**AIM OF THE EXERCISE:**
Each record should be retyped word for word.
#####
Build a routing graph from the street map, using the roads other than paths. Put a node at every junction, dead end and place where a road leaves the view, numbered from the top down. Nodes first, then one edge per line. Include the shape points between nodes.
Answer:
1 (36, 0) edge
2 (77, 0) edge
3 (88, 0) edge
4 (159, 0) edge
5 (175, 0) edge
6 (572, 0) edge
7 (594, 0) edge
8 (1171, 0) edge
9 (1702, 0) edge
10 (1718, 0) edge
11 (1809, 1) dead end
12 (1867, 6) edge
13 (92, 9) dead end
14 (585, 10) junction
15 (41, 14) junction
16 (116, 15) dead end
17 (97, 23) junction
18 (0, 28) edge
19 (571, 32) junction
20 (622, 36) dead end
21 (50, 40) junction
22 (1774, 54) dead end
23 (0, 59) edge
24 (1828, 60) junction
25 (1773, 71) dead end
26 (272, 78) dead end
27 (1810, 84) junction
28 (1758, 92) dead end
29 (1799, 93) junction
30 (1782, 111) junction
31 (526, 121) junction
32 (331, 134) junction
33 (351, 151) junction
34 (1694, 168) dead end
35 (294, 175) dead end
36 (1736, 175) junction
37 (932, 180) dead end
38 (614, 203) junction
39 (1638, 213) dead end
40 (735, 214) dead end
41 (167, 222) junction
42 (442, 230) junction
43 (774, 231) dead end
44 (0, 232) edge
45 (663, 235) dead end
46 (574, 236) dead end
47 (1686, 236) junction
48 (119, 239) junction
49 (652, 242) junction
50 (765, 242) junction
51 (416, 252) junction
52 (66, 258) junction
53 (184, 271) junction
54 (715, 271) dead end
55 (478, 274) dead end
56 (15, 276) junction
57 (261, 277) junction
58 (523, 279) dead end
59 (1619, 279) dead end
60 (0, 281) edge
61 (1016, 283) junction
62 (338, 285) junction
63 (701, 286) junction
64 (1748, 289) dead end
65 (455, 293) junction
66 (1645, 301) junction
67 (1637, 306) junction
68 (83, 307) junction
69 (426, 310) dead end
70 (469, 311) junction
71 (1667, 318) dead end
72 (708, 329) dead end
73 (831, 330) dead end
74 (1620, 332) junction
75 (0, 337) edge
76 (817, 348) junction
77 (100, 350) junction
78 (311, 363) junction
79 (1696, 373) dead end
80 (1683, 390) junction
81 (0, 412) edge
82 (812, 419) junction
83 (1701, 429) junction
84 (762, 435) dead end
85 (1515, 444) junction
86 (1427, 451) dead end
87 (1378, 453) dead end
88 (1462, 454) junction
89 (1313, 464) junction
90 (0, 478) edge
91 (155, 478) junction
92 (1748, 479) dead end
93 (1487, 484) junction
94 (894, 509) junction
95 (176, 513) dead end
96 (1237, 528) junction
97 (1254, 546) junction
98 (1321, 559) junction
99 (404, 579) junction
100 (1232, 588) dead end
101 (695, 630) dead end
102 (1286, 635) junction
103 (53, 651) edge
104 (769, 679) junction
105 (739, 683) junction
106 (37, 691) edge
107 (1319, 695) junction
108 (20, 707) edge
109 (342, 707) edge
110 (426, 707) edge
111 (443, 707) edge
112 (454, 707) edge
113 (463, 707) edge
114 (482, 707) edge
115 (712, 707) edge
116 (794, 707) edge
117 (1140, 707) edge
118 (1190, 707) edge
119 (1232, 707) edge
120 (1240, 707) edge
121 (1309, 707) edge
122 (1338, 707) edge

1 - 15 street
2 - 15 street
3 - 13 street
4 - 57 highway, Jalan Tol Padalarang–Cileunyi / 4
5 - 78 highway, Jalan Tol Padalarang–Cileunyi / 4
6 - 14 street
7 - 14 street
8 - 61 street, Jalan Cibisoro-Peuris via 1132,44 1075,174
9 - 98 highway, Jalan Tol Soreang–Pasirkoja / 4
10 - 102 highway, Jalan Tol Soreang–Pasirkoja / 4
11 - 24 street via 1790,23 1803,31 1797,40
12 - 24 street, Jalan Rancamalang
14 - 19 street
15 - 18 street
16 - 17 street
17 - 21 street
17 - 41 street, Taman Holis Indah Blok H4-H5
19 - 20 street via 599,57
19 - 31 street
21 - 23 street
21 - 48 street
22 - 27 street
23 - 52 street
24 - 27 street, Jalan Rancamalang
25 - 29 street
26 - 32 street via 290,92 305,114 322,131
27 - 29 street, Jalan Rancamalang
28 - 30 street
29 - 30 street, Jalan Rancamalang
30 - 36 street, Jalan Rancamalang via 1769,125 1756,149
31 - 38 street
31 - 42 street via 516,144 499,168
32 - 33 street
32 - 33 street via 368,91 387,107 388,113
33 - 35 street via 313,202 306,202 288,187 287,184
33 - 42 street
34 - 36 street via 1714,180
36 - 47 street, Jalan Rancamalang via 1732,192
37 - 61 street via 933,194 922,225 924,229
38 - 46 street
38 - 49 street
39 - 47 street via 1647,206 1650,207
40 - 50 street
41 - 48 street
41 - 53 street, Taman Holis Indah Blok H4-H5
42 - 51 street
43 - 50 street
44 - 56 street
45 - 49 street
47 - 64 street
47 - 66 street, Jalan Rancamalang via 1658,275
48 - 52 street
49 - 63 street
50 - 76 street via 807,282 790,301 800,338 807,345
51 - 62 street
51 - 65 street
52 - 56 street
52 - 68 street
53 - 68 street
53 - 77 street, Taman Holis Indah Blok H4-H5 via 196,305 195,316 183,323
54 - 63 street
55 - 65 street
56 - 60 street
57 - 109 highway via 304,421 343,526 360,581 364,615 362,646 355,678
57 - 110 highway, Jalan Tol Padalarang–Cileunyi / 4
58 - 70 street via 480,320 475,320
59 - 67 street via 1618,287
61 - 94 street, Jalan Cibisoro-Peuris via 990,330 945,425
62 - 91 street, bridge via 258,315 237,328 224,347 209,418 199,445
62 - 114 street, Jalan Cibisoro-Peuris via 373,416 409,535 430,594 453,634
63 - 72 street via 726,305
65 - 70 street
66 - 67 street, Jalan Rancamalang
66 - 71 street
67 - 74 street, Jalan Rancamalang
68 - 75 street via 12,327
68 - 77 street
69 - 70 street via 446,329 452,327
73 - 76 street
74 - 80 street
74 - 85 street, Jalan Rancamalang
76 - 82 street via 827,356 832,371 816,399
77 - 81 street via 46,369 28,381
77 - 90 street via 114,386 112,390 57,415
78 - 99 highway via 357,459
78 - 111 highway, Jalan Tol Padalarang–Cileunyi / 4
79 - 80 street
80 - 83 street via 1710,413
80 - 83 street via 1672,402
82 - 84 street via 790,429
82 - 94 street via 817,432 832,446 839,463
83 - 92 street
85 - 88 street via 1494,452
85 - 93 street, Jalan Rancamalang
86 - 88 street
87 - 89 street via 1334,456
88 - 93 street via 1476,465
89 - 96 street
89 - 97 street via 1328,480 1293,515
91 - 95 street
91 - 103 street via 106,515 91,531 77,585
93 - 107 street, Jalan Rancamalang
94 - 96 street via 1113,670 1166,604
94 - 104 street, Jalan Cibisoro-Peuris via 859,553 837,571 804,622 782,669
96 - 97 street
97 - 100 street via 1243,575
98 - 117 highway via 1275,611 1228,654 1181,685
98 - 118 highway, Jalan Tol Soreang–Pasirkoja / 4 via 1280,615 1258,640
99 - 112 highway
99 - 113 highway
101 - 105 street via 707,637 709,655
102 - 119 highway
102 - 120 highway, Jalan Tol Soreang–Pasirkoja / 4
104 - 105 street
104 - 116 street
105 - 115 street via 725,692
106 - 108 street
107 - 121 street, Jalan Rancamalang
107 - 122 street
#####
**EXPECTED ANSWER:**
Build a routing graph from the street map, using the roads other than paths. Put a node at every junction, dead end and place where a road leaves the view, numbered from the top down. Nodes first, then one edge per line. Include the shape points between nodes.
Answer:
1 (36, 0) edge
2 (77, 0) edge
3 (88, 0) edge
4 (159, 0) edge
5 (175, 0) edge
6 (572, 0) edge
7 (594, 0) edge
8 (1171, 0) edge
9 (1702, 0) edge
10 (1718, 0) edge
11 (1809, 1) dead end
12 (1867, 6) edge
13 (92, 9) dead end
14 (585, 10) junction
15 (41, 14) junction
16 (116, 15) dead end
17 (97, 23) junction
18 (0, 28) edge
19 (571, 32) junction
20 (622, 36) dead end
21 (50, 40) junction
22 (1774, 54) dead end
23 (0, 59) edge
24 (1828, 60) junction
25 (1773, 71) dead end
26 (272, 78) dead end
27 (1810, 84) junction
28 (1758, 92) dead end
29 (1799, 93) junction
30 (1782, 111) junction
31 (526, 121) junction
32 (331, 134) junction
33 (351, 151) junction
34 (1694, 168) dead end
35 (294, 175) dead end
36 (1736, 175) junction
37 (932, 180) dead end
38 (614, 203) junction
39 (1638, 213) dead end
40 (735, 214) dead end
41 (167, 222) junction
42 (442, 230) junction
43 (774, 231) dead end
44 (0, 232) edge
45 (663, 235) dead end
46 (574, 236) dead end
47 (1686, 236) junction
48 (119, 239) junction
49 (652, 242) junction
50 (765, 242) junction
51 (416, 252) junction
52 (66, 258) junction
53 (184, 271) junction
54 (715, 271) dead end
55 (478, 274) dead end
56 (15, 276) junction
57 (261, 277) junction
58 (523, 279) dead end
59 (1619, 279) dead end
60 (0, 281) edge
61 (1016, 283) junction
62 (338, 285) junction
63 (701, 286) junction
64 (1748, 289) dead end
65 (455, 293) junction
66 (1645, 301) junction
67 (1637, 306) junction
68 (83, 307) junction
69 (426, 310) dead end
70 (469, 311) junction
71 (1667, 318) dead end
72 (708, 329) dead end
73 (831, 330) dead end
74 (1620, 332) junction
75 (0, 337) edge
76 (817, 348) junction
77 (100, 350) junction
78 (311, 363) junction
79 (1696, 373) dead end
80 (1683, 390) junction
81 (0, 412) edge
82 (812, 419) junction
83 (1701, 429) junction
84 (762, 435) dead end
85 (1515, 444) junction
86 (1427, 451) dead end
87 (1378, 453) dead end
88 (1462, 454) junction
89 (1313, 464) junction
90 (0, 478) edge
91 (155, 478) junction
92 (1748, 479) dead end
93 (1487, 484) junction
94 (894, 509) junction
95 (176, 513) dead end
96 (1237, 528) junction
97 (1254, 546) junction
98 (1321, 559) junction
99 (404, 579) junction
100 (1232, 588) dead end
101 (695, 630) dead end
102 (1286, 635) junction
103 (53, 651) edge
104 (769, 679) junction
105 (739, 683) junction
106 (37, 691) edge
107 (1319, 695) junction
108 (20, 707) edge
109 (342, 707) edge
110 (426, 707) edge
111 (443, 707) edge
112 (454, 707) edge
113 (463, 707) edge
114 (482, 707) edge
115 (712, 707) edge
116 (794, 707) edge
117 (1140, 707) edge
118 (1190, 707) edge
119 (1232, 707) edge
120 (1240, 707) edge
121 (1309, 707) edge
122 (1338, 707) edge

1 - 15 street
2 - 15 street
3 - 13 street
4 - 57 highway, Jalan Tol Padalarang–Cileunyi / 4
5 - 78 highway, Jalan Tol Padalarang–Cileunyi / 4
6 - 14 street
7 - 14 street
8 - 61 street, Jalan Cibisoro-Peuris via 1132,44 1075,174
9 - 98 highway, Jalan Tol Soreang–Pasirkoja / 4
10 - 102 highway, Jalan Tol Soreang–Pasirkoja / 4
11 - 24 street via 1790,23 1803,31 1797,40
12 - 24 street, Jalan Rancamalang
14 - 19 street
15 - 18 street
16 - 17 street
17 - 21 street
17 - 41 street, Taman Holis Indah Blok H4-H5
19 - 20 street via 599,57
19 - 31 street
21 - 23 street
21 - 48 street
22 - 27 street
23 - 52 street
24 - 27 street, Jalan Rancamalang
25 - 29 street
26 - 32 street via 290,92 305,114 322,131
27 - 29 street, Jalan Rancamalang
28 - 30 street
29 - 30 street, Jalan Rancamalang
30 - 36 street, Jalan Rancamalang via 1769,125 1756,149
31 - 38 street
31 - 42 street via 516,144 499,168
32 - 33 street
32 - 33 street via 368,91 387,107 388,113
33 - 35 street via 313,202 306,202 288,187 287,184
33 - 42 street
34 - 36 street via 1714,180
36 - 47 street, Jalan Rancamalang via 1732,192
37 - 61 street via 933,194 922,225 924,229
38 - 46 street
38 - 49 street
39 - 47 street via 1647,206 1650,207
40 - 50 street
41 - 48 street
41 - 53 street, Taman Holis Indah Blok H4-H5
42 - 51 street
43 - 50 street
44 - 56 street
45 - 49 street
47 - 64 street
47 - 66 street, Jalan Rancamalang via 1658,275
48 - 52 street
49 - 63 street
50 - 76 street via 807,282 790,301 800,338 807,345
51 - 62 street
51 - 65 street
52 - 56 street
52 - 68 street
53 - 68 street
53 - 77 street, Taman Holis Indah Blok H4-H5 via 196,305 195,316 183,323
54 - 63 street
55 - 65 street
56 - 60 street
57 - 109 highway via 304,421 343,526 360,581 364,615 362,646 355,678
57 - 110 highway, Jalan Tol Padalarang–Cileunyi / 4
58 - 70 street via 480,320 475,320
59 - 67 street via 1618,287
61 - 94 street, Jalan Cibisoro-Peuris via 990,330 945,425
62 - 91 street, bridge via 258,315 237,328 224,347 209,418 199,445
62 - 114 street, Jalan Cibisoro-Peuris via 373,416 409,535 430,594 453,634
63 - 72 street via 726,305
65 - 70 street
66 - 67 street, Jalan Rancamalang
66 - 71 street
67 - 74 street, Jalan Rancamalang
68 - 75 street via 12,327
68 - 77 street
69 - 70 street via 446,329 452,327
73 - 76 street
74 - 80 street
74 - 85 street, Jalan Rancamalang
76 - 82 street via 827,356 832,371 816,399
77 - 81 street via 46,369 28,381
77 - 90 street via 114,386 112,390 57,415
78 - 99 highway via 357,459
78 - 111 highway, Jalan Tol Padalarang–Cileunyi / 4
79 - 80 street
80 - 83 street via 1710,413
80 - 83 street via 1672,402
82 - 84 street via 790,429
82 - 94 street via 817,432 832,446 839,463
83 - 92 street
85 - 88 street via 1494,452
85 - 93 street, Jalan Rancamalang
86 - 88 street
87 - 89 street via 1334,456
88 - 93 street via 1476,465
89 - 96 street
89 - 97 street via 1328,480 1293,515
91 - 95 street
91 - 103 street via 106,515 91,531 77,585
93 - 107 street, Jalan Rancamalang
94 - 96 street via 1113,670 1166,604
94 - 104 street, Jalan Cibisoro-Peuris via 859,553 837,571 804,622 782,669
96 - 97 street
97 - 100 street via 1243,575
98 - 117 highway via 1275,611 1228,654 1181,685
98 - 118 highway, Jalan Tol Soreang–Pasirkoja / 4 via 1280,615 1258,640
99 - 112 highway
99 - 113 highway
101 - 105 street via 707,637 709,655
102 - 119 highway
102 - 120 highway, Jalan Tol Soreang–Pasirkoja / 4
104 - 105 street
104 - 116 street
105 - 115 street via 725,692
106 - 108 street
107 - 121 street, Jalan Rancamalang
107 - 122 street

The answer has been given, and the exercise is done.